◆ **REQUIRED WORK**: Could you copy every line of the data that contains "image"?

◆ **DATA FOR ANALYSIS**:
════════════════

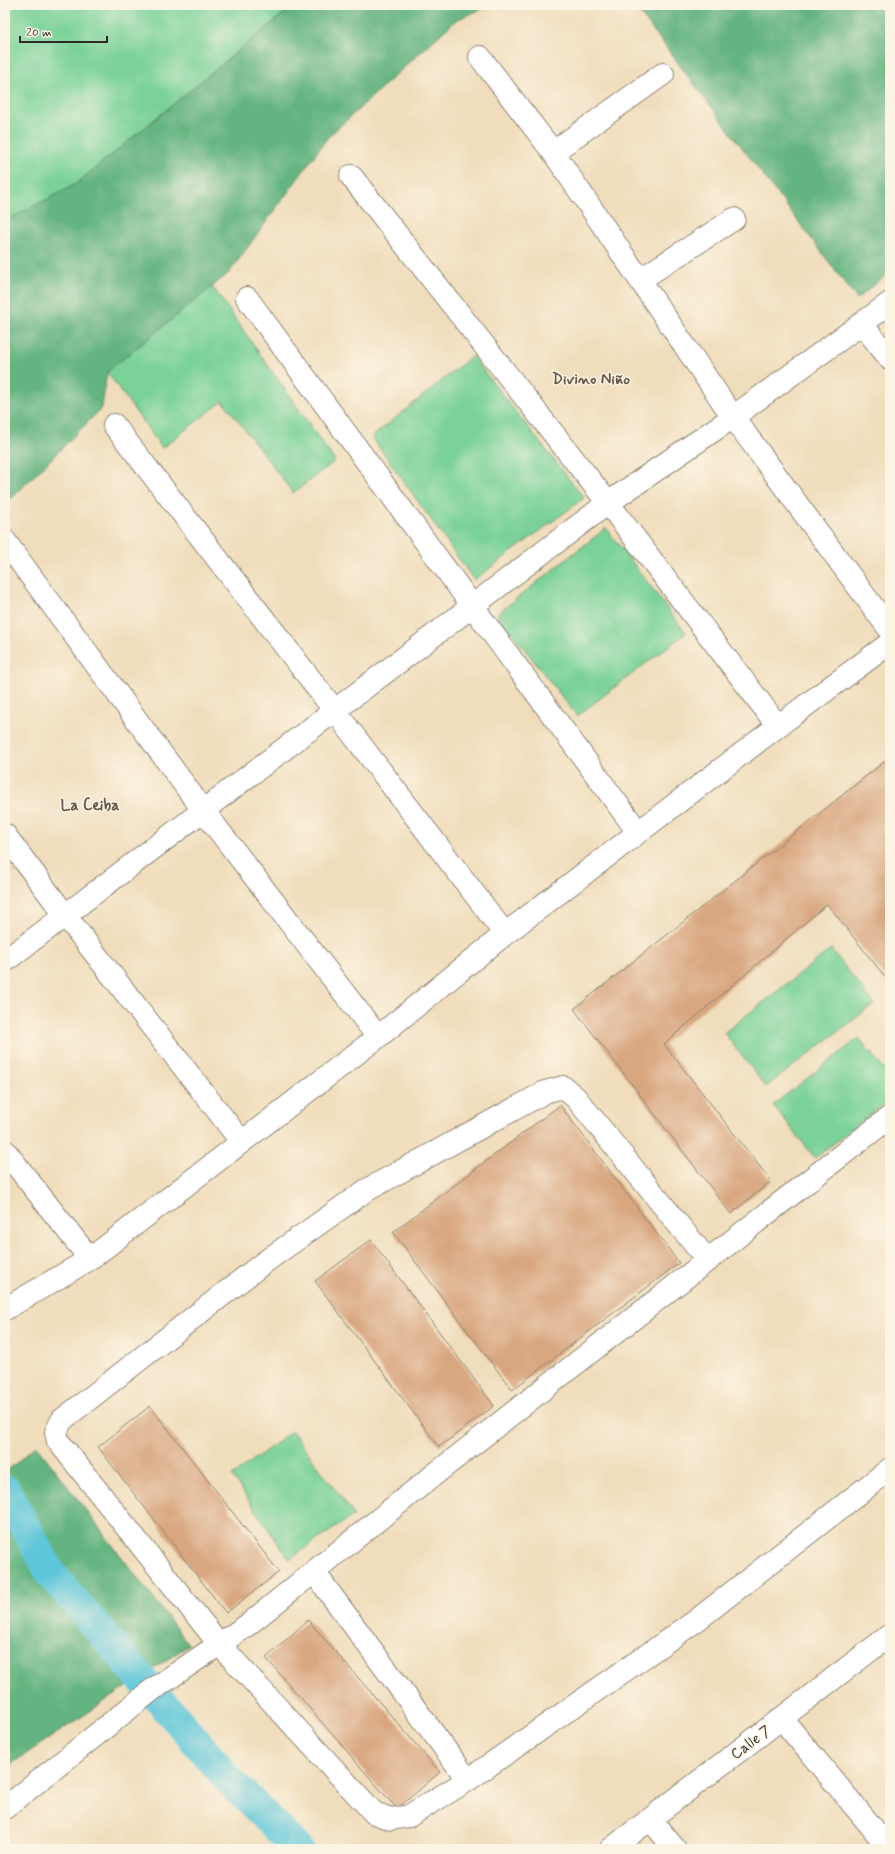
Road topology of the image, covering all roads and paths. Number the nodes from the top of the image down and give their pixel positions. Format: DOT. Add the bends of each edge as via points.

════════════════

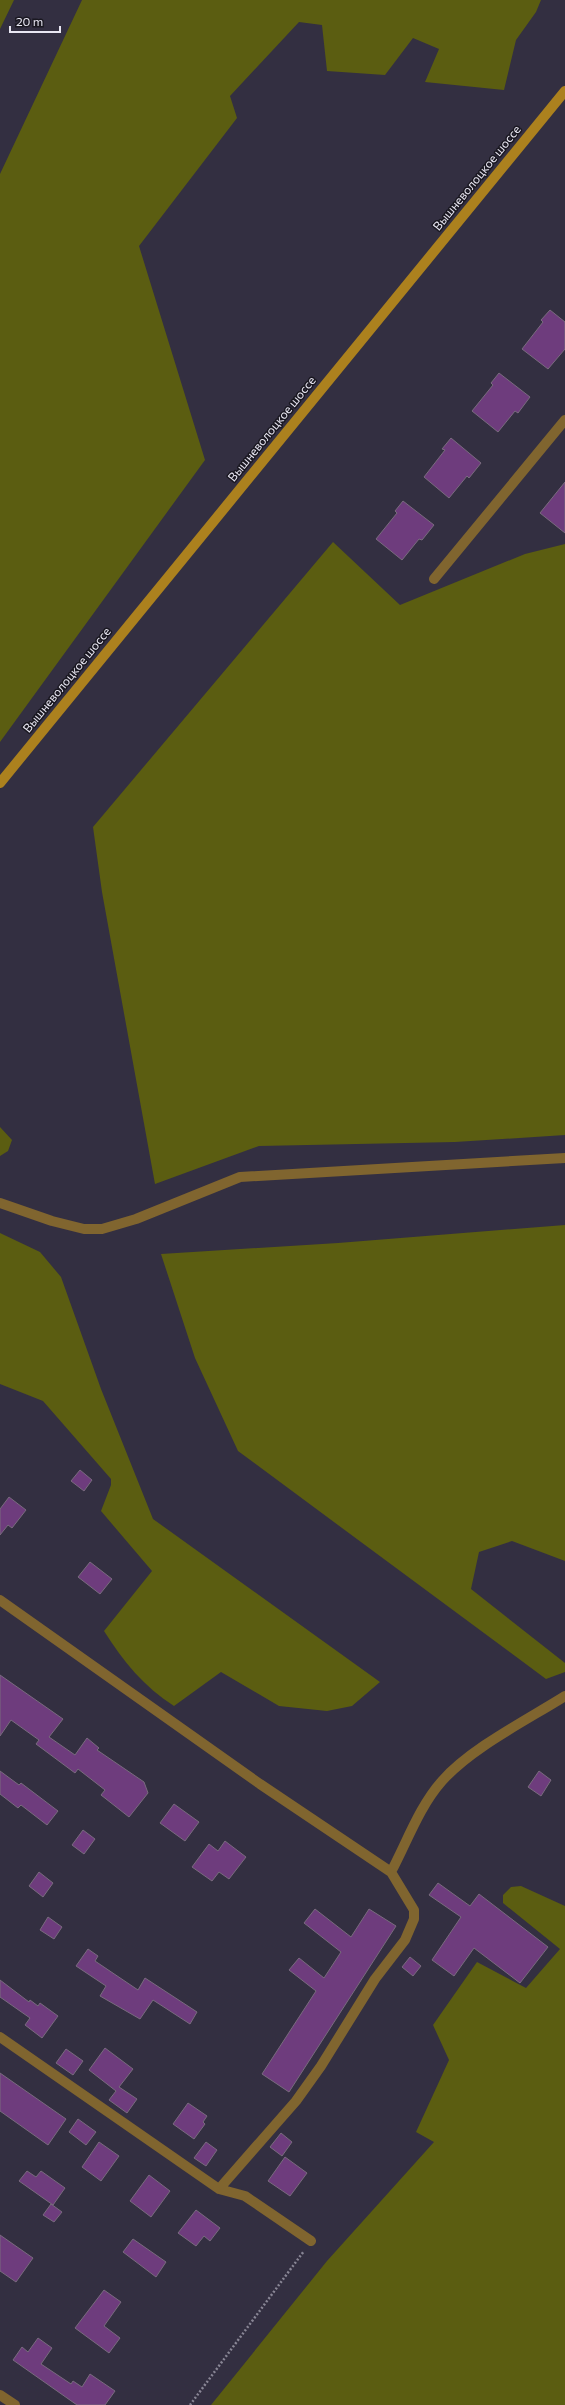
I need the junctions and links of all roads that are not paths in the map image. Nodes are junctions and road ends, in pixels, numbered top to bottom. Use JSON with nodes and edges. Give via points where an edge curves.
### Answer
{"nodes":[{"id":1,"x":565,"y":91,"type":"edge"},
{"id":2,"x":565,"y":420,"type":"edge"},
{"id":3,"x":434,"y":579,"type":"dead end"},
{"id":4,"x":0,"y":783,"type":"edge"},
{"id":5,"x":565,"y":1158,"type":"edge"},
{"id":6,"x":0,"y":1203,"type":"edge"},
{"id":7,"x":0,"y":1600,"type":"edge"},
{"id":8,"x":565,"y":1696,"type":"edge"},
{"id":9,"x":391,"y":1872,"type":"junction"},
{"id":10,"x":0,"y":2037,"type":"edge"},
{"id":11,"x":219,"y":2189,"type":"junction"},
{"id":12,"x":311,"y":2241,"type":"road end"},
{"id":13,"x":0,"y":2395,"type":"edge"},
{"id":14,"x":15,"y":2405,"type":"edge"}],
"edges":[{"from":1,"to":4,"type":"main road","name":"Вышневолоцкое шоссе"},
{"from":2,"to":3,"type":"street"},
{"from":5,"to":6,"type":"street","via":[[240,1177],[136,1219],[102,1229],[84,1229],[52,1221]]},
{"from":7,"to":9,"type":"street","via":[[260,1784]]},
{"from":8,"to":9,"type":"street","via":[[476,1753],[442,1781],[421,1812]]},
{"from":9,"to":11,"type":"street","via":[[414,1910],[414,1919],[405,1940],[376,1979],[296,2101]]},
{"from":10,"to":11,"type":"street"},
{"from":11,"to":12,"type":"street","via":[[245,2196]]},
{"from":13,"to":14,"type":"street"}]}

════════════════

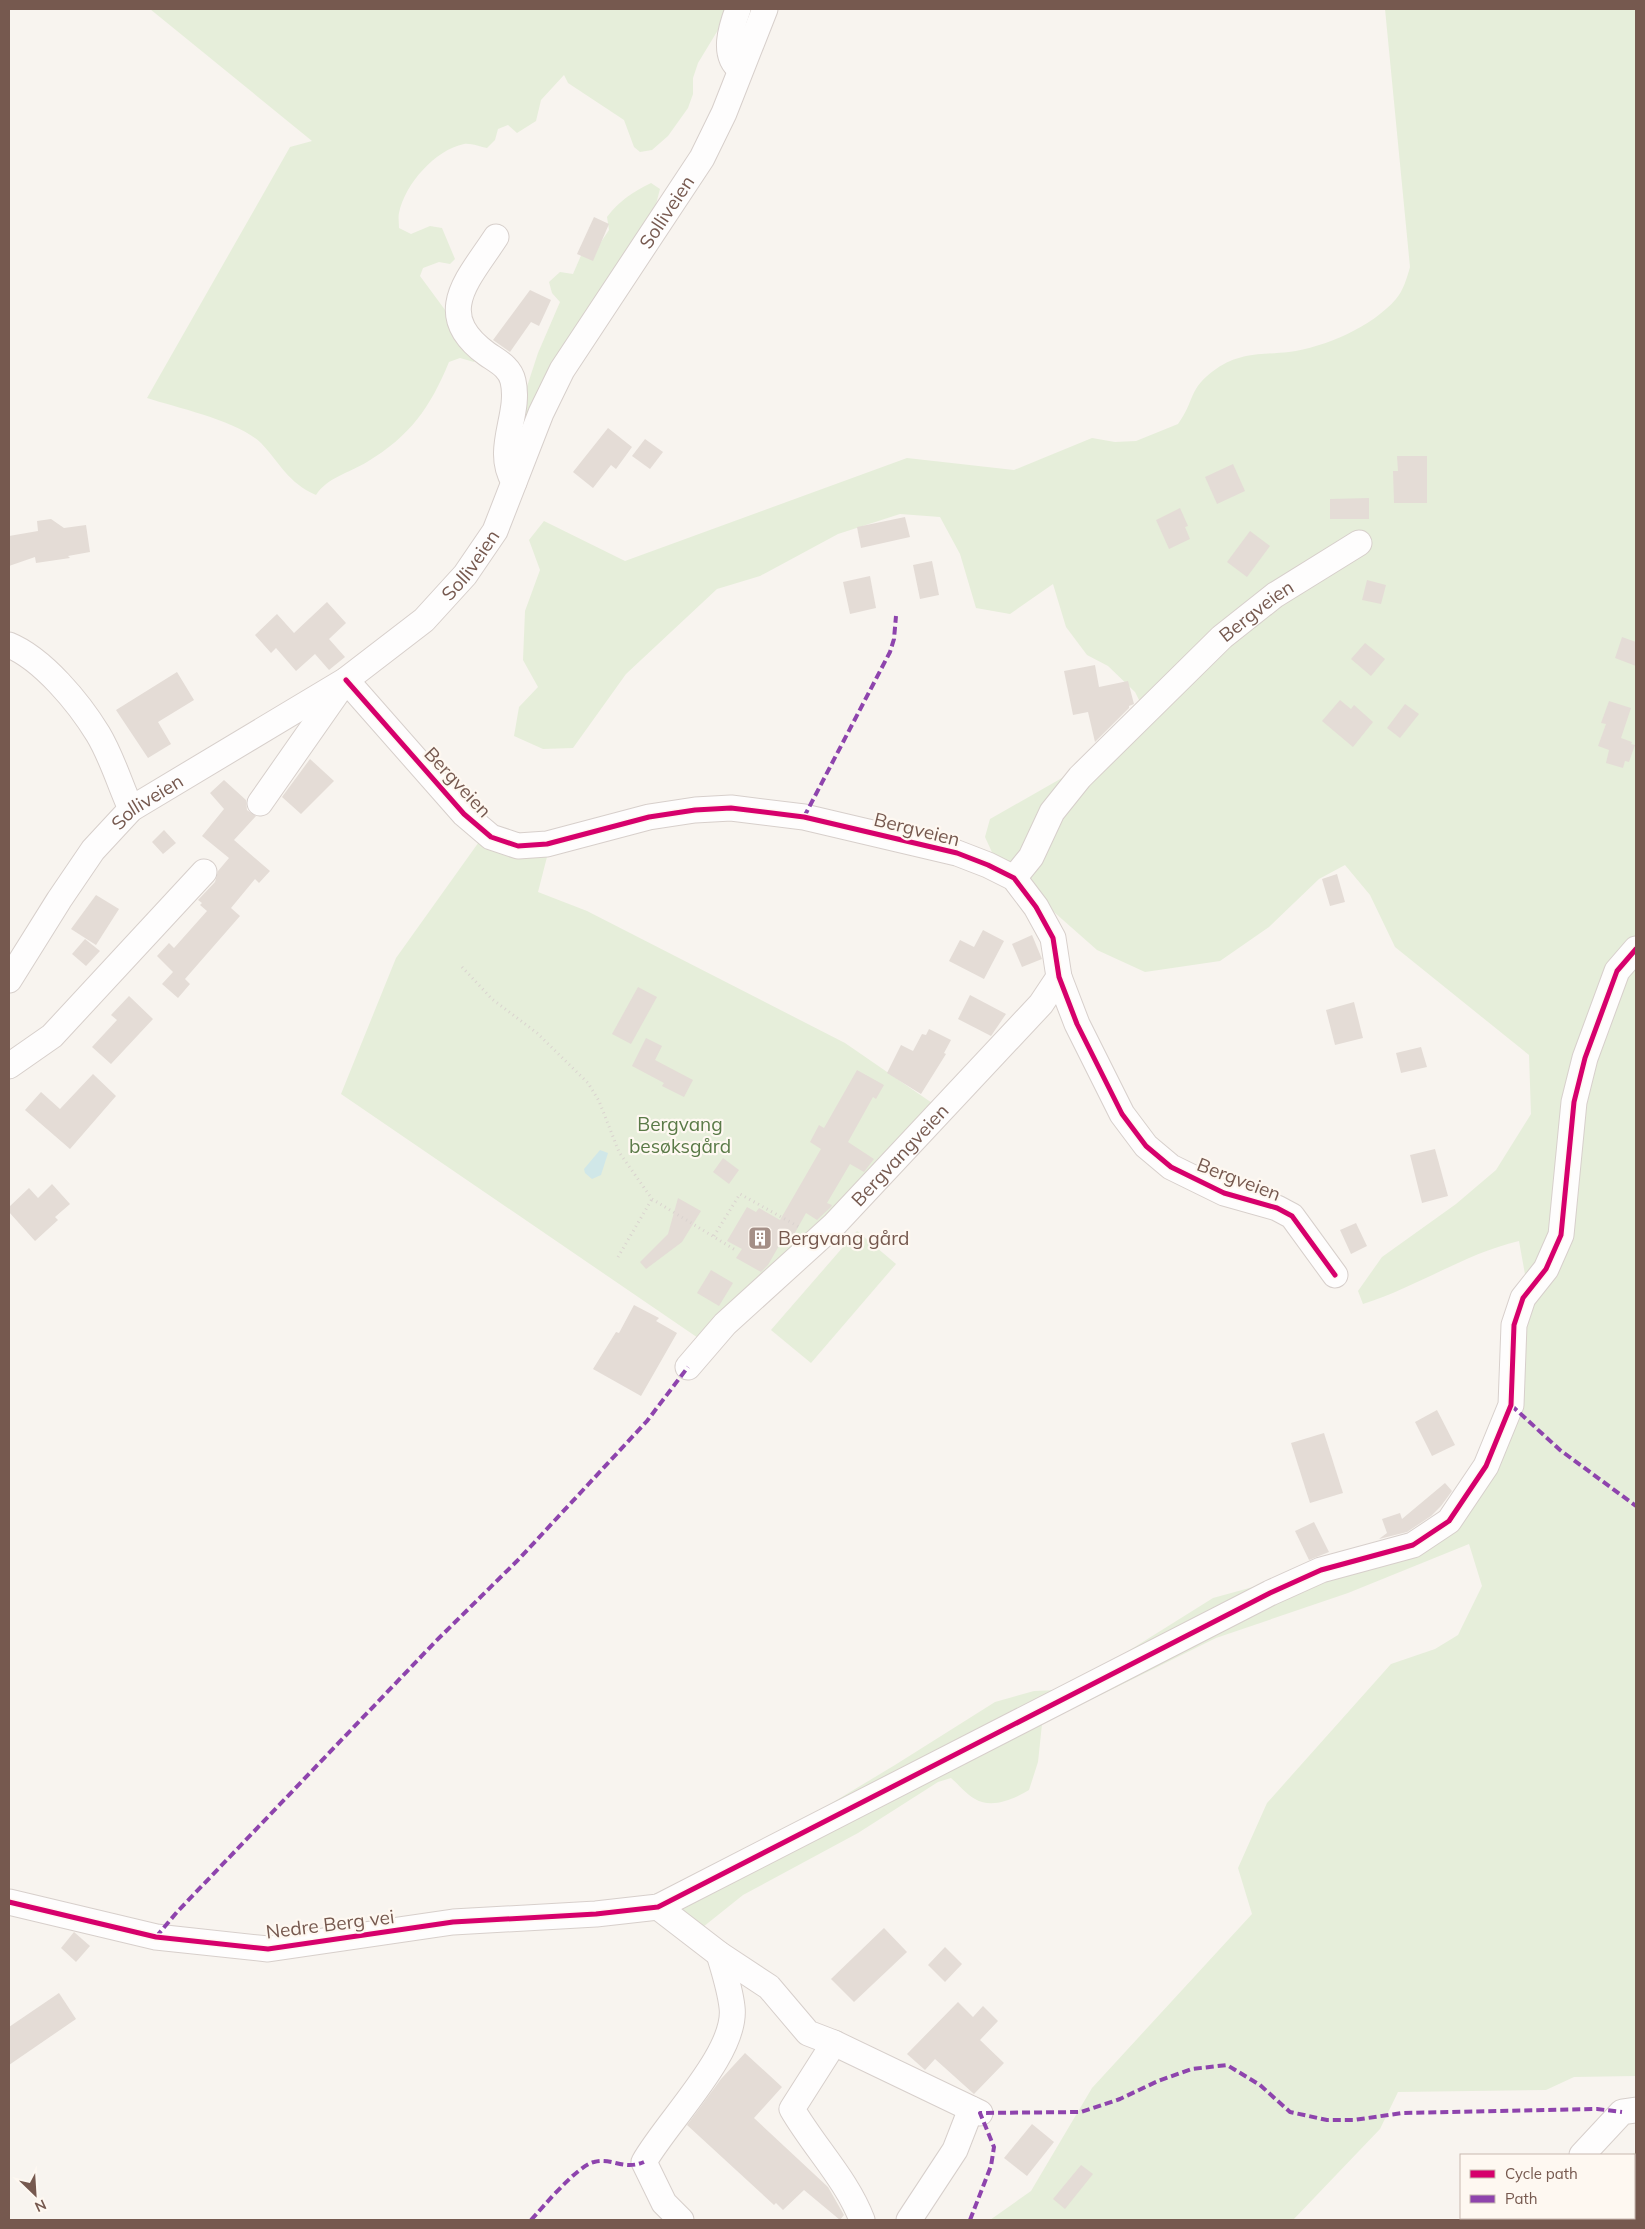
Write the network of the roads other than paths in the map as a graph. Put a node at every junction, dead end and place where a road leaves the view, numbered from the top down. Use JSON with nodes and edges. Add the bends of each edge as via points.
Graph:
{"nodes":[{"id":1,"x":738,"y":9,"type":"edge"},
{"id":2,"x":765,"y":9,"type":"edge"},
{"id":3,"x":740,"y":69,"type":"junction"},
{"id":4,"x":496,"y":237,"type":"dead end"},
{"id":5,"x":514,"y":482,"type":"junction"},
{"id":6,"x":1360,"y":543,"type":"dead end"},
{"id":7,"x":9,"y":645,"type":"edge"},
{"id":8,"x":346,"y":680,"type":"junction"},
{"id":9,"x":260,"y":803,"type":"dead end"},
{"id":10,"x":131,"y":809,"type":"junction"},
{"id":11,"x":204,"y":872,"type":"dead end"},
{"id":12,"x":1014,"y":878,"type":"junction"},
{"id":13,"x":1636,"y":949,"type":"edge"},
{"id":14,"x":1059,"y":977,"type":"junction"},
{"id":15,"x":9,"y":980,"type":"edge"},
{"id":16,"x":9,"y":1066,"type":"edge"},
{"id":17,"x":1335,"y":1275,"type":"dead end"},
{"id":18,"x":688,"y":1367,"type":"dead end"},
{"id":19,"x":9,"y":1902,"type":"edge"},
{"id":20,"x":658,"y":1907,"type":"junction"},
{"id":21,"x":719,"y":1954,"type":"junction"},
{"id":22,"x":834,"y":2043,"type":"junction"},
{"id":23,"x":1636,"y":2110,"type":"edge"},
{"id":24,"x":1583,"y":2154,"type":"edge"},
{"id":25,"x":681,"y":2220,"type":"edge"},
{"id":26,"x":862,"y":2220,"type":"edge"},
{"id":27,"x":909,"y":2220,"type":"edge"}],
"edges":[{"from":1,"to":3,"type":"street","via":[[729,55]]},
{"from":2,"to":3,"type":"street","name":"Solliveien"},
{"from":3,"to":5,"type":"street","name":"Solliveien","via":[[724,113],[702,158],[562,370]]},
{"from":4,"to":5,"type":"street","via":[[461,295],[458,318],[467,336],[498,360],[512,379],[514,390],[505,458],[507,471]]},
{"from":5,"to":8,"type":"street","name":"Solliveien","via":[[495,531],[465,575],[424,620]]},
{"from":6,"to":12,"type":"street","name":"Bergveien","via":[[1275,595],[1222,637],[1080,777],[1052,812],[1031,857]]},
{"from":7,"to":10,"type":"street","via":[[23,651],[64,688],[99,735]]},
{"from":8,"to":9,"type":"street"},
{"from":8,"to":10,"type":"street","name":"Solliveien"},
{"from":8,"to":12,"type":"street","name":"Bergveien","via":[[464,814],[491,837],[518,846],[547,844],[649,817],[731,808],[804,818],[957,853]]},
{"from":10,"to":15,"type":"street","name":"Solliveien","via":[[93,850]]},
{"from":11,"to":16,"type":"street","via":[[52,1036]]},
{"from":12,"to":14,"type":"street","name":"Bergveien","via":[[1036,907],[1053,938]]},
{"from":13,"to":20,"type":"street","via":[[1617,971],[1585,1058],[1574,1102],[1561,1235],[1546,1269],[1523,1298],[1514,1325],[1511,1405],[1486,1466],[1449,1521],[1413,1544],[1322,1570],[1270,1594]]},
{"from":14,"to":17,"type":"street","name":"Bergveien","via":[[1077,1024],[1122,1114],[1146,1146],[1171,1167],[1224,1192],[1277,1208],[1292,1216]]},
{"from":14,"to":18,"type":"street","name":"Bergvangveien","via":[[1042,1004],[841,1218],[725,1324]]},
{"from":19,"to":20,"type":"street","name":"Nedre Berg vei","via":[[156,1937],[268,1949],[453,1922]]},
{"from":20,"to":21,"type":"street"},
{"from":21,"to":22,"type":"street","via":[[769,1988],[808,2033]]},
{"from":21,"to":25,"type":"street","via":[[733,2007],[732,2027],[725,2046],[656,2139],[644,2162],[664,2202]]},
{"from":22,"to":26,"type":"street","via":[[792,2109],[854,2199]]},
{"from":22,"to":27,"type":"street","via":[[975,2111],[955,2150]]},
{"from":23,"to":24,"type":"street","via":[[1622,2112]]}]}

════════════════

◆ **SOLUTION BELOW**:
Road topology of the image, covering all roads and paths. Number the nodes from the top of the image down and give their pixel positions. Format: DOT. Add the bends of each edge as via points.
I need the junctions and links of all roads that are not paths in the map image. Nodes are junctions and road ends, in pixels, numbered top to bottom. Use JSON with nodes and edges. Give via points where an edge curves.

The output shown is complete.